Wireless Capsule Endoscopy

Imaging of the small intestine is also possible with wireless capsule endoscopy (CE) which consists of a

battery, light source, imaging-capturing system, and transmitter. This capsule endoscope is 11 × 30 mm

and is moved solely by peristalsis. This system captures and sends usually two images per second

(newer versions can send more frames per second) for about 8 hours to an ultra–high-frequency band

radiotelemetry unit worn by the patient. In 85% of cases, the capsule reaches the cecum within this time

frame.62 The location of the capsule is suggested by the strength of the signal.
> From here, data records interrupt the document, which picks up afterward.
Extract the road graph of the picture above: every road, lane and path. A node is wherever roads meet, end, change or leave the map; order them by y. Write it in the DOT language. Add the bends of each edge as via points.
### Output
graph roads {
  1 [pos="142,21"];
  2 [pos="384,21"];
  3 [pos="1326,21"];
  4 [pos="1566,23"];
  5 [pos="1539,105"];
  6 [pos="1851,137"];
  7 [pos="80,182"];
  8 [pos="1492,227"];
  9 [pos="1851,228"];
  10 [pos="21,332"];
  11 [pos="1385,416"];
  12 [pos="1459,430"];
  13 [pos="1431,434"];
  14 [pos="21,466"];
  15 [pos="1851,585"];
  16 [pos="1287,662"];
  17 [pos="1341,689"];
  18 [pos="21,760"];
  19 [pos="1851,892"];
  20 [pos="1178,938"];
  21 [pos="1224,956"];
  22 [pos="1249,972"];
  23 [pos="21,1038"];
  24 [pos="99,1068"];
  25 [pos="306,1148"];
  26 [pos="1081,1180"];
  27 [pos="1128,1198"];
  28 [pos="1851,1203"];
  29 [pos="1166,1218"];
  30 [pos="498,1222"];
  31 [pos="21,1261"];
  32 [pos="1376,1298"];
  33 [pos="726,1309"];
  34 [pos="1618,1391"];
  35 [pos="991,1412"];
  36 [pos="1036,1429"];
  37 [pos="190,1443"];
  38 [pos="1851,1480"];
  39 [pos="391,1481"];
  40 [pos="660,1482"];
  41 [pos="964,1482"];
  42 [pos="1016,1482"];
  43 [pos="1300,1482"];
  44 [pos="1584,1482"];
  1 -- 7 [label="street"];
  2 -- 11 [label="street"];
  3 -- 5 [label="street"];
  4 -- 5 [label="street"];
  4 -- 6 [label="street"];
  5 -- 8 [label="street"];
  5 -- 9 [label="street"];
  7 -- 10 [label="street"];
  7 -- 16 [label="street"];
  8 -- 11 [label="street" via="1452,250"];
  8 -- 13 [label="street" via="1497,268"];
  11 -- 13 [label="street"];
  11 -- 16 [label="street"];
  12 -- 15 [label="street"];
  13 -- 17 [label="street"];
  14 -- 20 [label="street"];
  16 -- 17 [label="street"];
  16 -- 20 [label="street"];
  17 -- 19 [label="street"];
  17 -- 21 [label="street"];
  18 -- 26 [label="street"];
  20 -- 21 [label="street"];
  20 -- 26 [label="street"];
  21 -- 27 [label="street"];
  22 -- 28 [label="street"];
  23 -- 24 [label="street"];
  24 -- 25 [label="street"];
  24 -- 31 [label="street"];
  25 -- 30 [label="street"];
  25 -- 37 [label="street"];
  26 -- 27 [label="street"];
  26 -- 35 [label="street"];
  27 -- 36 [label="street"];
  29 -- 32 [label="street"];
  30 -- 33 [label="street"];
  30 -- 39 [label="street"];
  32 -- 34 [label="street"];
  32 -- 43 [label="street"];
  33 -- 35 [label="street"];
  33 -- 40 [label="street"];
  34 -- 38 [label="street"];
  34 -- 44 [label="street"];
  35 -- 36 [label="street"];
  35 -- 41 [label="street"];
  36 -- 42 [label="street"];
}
Several studies have

shown high diagnostic yields using this technique and found it to be at least equivalent to and in some

studies superior to double balloon enteroscopy in patients with obscure GI bleeding.63 It has also been

shown to have a higher diagnostic yield with comparable outcomes when compared to angiography.64

The main risk of CE is capsule retention. One difficulty with CE is the very large amount of data to be

reviewed. For an 8-hour study, 50,000 to 60,000 images are generated, which takes approximately 40

to 60 minutes to review.

Selective Visceral Arteriography

Selective visceral arteriography is primarily useful in patients with UGI or LGI bleeding in whom

endoscopy cannot be performed or has been unsuccessful in determining the site of ongoing, rapid

hemorrhage. Successful angiographic identification of the source of bleeding occurs in 27% to 86% of

instances and depends primarily upon the presence of active arterial bleeding at the time of the study

(Fig. 65-2).55,65 The extravasation of contrast may be detected if the patient is bleeding at rates greater

than 0.5 to 1 mL/ min66; this correlates clinically with the requirement for continuous volume infusion

to maintain hemodynamic stability. Pennoyer et al.,67 however, were unable to identify any clinical

parameters (including tachycardia, numbers of transfusions, or orthostatic hypotension) that could

increase the diagnostic yield of selective angiography, including scintigraphy demonstrating ongoing

bleeding. However, a study by Hammond et al.68 found an early (within 2 minutes) positive

scintigraphy has a 60% positive predictive value for a positive angiogram. Additionally, it has been

shown that a positive scintigram increases the likelihood of a positive angiogram from 22% to 53%.69

Several groups have used heparin, vasodilators, or thrombolytics to improve the diagnostic yield of

arteriography in patients with nondiagnostic studies.70,71 Mernagh et al.72 found that the administration

of heparin intravenously for 24 hours increased the diagnostic yield of visceral angiography from 33%

(6 of 18) to 67% (12 of 18). Others have found that the intra-arterial infusion of a vasodilator, heparin,

and/or urokinase (a thrombolytic) failed to identify the source of bleeding in 5 of 7 patients.73 It should

be noted that these provocative techniques are not commonly employed.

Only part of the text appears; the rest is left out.